About this task:
Count the lines in the records below that contain the word "main", and give that figure alone.

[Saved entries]
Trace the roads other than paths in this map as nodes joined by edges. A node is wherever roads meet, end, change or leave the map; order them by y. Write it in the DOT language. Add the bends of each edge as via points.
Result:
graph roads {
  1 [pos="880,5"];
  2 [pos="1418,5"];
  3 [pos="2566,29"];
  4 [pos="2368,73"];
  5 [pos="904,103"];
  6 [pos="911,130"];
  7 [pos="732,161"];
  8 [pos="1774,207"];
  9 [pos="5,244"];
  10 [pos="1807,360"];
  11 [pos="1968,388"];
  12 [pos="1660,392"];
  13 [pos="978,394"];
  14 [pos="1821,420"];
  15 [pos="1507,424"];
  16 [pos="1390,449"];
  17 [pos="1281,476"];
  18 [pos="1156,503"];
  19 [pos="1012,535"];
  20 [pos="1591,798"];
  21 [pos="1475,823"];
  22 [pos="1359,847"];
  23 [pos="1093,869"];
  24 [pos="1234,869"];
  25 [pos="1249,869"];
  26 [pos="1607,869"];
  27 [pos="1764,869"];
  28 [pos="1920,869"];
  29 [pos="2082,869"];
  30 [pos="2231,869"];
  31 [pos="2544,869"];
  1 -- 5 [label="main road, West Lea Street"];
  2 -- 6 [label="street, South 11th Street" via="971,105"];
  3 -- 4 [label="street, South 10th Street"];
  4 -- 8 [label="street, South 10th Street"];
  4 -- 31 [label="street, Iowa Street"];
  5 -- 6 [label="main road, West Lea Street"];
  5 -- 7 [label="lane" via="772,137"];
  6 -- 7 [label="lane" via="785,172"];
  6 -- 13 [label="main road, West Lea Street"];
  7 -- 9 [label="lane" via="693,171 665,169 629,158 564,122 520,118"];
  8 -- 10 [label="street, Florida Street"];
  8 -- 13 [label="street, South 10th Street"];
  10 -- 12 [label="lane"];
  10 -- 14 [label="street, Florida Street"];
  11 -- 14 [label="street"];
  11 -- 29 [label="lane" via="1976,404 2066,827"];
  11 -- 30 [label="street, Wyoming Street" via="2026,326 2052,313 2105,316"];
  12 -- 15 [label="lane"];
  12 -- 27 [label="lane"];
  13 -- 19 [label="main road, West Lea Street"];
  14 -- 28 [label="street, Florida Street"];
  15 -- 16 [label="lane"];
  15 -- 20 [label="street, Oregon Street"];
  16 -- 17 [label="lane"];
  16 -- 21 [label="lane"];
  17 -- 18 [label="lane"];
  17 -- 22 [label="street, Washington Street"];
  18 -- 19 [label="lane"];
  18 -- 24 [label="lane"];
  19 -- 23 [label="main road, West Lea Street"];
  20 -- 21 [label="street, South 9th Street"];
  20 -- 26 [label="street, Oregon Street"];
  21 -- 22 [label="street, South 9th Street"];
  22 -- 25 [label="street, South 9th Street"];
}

Answer section:
5